Chéjov tiene que ver con la observación atenta. Y la observación, aunque signifique fijar la vista sobre realidades problemáticas, cura. La observación permite salir de uno y descansar. Y desde ahí regresar y revisitarse, recorrer a otro ritmo las arterias y los finales. Chéjov pone en movimiento un gran nivel de concentración, no vale la distración. Tener esa capacidad para construir una observación desde la ruina, desde lo fragmentario e incompleto, desde el desengaño y la pérdida. Y desde ahí desear llegar a casa para beber, escribe, aguardiente de serbal.

Tras leer varios de sus cuentos entiendo algo mejor los escritos de Amos Oz, en particular su Caja negra. Y la actitud de Lobo Antunes frente a la memoria. Y por que no consigo soltar de la mano algunos libros de Murakami, (mientras se deshace como la mantequilla al fuego el feísmo del llamado pensamiento positivo).
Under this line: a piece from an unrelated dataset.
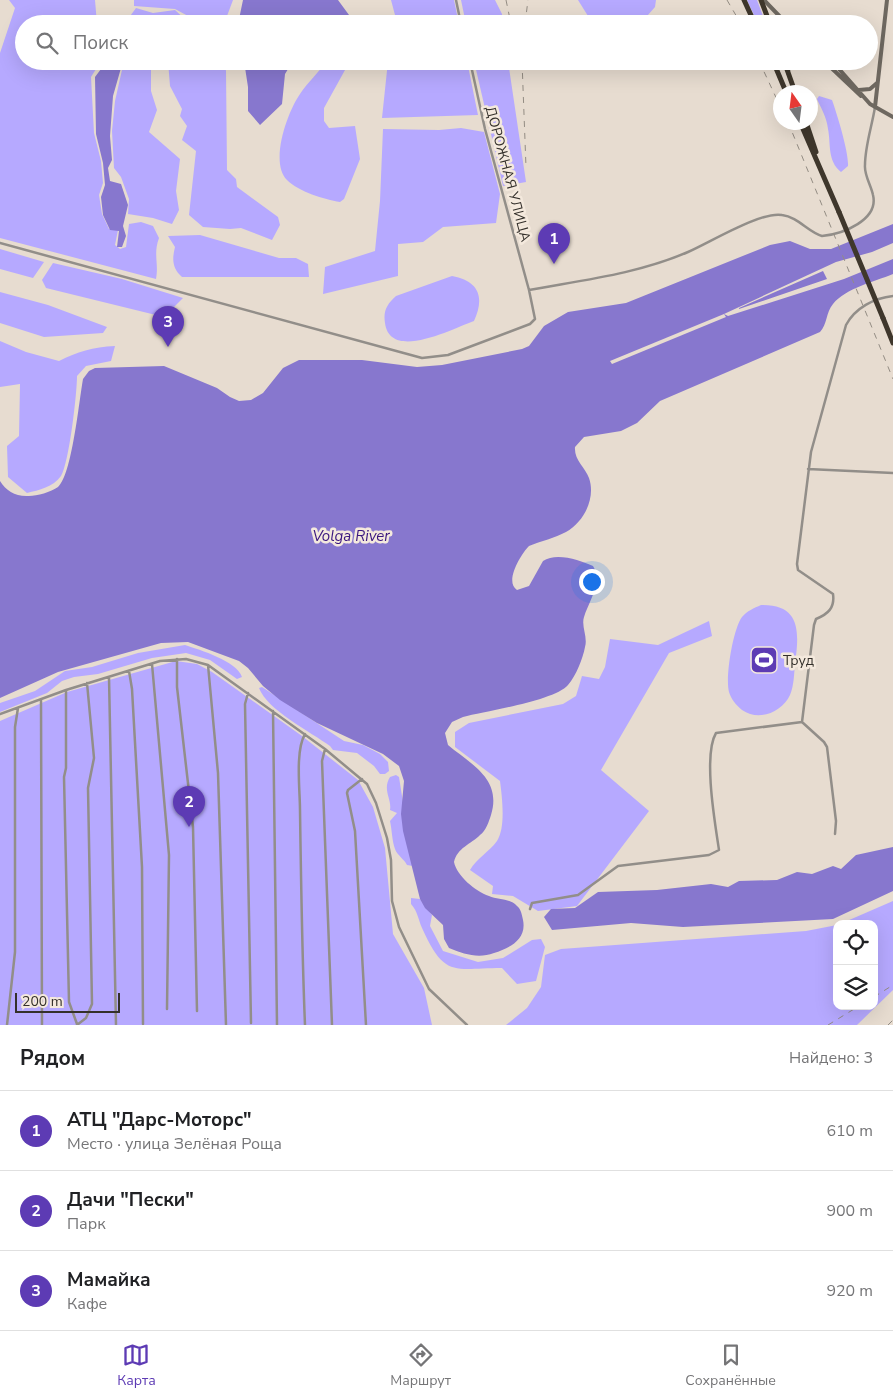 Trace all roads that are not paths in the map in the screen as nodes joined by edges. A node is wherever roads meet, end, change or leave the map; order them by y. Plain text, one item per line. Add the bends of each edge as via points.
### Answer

Chéjov tiene la belleza de la dureza, de lo que no tiene vuelta atrás, aunque empecemos por el final. Nada es gratuito, todo es imprescindible, incluida la soledad, la incomprensión y la pérdida.

Pero Chéjov es el maestro, entre otras cosas, porque lucha (como Carver en toda su vida) por aprender a no deshauciarse nunca a uno mismo. Y eso siento que es algo más sutil de lo que pueda parecer a primera vista.